# Overall Summary — Lu & Yu (2015, AEJ:Applied)
### "Trade Liberalization and Markup Dispersion: Evidence from China's WTO Accession"

## One-paragraph thesis

China's 2001 WTO accession forced industries with pre-WTO tariffs above ~10% to cut to the WTO ceiling, generating sharp cross-industry heterogeneity in trade liberalization. Lu & Yu exploit this by running a difference-in-differences of the form `y_{it} = α_i + β · Tariff_{i,2001} · Post02_t + X'_{it} γ + λ_t + ε_{it}` on an industry-year panel of 154–155 three-digit CIC manufacturing industries over 1998–2005, where the outcome `y_{it}` is the log of the Theil index of within-industry firm markup dispersion. Their headline finding is `β̂ = −0.322 (SE 0.104)`: industries that had higher pre-WTO tariffs — and therefore saw larger mechanical tariff cuts under the WTO ceiling — experienced significant declines in markup dispersion after 2001, consistent with trade liberalization reducing product-market misallocation.

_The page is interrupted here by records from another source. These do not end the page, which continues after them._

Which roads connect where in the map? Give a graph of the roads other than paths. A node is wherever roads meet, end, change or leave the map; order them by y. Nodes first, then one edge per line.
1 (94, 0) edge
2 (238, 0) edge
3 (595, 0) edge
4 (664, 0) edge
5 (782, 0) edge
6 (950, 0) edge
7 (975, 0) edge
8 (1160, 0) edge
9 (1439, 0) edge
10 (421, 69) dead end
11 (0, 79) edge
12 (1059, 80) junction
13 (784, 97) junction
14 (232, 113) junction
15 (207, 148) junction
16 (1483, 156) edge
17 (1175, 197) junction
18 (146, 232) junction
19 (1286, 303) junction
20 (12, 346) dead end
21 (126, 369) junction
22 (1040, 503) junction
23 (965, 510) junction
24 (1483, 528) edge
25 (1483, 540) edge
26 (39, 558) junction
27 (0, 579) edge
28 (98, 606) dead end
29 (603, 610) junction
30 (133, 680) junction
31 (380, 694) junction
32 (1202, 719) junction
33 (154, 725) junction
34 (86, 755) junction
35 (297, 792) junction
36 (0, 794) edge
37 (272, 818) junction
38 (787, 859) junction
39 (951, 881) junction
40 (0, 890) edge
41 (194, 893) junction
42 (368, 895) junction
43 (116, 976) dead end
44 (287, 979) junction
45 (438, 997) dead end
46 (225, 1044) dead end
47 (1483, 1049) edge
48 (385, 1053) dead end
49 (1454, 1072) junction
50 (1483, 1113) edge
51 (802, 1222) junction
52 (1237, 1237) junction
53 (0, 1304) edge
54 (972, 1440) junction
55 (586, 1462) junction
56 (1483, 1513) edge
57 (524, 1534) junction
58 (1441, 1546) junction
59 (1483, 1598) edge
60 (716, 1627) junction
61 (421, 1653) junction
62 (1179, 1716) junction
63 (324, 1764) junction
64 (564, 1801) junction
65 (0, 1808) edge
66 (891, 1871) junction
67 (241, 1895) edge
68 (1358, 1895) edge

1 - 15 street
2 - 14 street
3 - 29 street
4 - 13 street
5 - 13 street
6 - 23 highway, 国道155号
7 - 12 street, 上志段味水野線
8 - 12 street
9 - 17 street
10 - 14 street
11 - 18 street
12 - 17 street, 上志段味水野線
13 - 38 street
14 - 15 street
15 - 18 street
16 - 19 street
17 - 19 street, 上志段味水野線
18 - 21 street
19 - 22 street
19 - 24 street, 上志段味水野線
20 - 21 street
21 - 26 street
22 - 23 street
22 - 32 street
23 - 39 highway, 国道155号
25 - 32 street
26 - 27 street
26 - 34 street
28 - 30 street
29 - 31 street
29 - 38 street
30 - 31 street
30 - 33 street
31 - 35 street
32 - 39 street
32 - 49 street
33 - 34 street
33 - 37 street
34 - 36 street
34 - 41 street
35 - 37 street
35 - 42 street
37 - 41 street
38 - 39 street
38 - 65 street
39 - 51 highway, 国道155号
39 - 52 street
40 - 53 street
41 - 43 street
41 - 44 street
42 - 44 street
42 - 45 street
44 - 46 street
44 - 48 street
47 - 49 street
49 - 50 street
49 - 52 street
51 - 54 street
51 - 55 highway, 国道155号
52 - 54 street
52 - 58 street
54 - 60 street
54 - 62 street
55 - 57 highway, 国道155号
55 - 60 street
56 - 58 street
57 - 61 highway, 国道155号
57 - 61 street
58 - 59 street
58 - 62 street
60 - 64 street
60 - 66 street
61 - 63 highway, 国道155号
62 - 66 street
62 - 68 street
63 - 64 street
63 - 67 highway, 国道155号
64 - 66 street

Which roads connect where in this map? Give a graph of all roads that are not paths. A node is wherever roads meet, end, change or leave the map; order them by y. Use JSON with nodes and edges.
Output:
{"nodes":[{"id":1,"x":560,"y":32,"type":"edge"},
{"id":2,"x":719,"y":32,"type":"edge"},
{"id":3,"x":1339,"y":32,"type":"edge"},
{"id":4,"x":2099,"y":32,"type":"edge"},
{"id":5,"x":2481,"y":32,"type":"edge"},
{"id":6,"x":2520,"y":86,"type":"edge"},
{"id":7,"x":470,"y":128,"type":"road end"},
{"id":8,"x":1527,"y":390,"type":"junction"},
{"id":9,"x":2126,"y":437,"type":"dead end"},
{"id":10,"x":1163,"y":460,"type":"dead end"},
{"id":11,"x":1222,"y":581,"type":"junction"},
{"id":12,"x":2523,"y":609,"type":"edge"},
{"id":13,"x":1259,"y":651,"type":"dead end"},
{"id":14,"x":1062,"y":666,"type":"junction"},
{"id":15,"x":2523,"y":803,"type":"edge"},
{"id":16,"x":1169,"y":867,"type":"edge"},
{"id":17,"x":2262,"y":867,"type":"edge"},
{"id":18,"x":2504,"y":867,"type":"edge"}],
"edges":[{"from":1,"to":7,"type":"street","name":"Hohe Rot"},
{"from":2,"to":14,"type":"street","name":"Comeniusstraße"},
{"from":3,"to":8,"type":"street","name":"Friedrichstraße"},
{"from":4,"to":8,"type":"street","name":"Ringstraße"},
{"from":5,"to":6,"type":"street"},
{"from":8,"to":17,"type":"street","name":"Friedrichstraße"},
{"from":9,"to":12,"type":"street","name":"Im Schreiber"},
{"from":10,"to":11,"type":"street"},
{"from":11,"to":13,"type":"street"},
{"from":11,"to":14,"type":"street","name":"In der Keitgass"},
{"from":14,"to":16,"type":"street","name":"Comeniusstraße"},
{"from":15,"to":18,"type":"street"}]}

They push through a full robustness pipeline (pre-trends visual, Gentzkow pretrend interactions, anticipation test, concurrent-reform controls, Topalova and processing-trader placebos, alternative dispersion measures, 4-digit industry definition, two-period collapse, non-exporters subsample) and the coefficient stays in a tight −0.25 to −0.35 band across every specification.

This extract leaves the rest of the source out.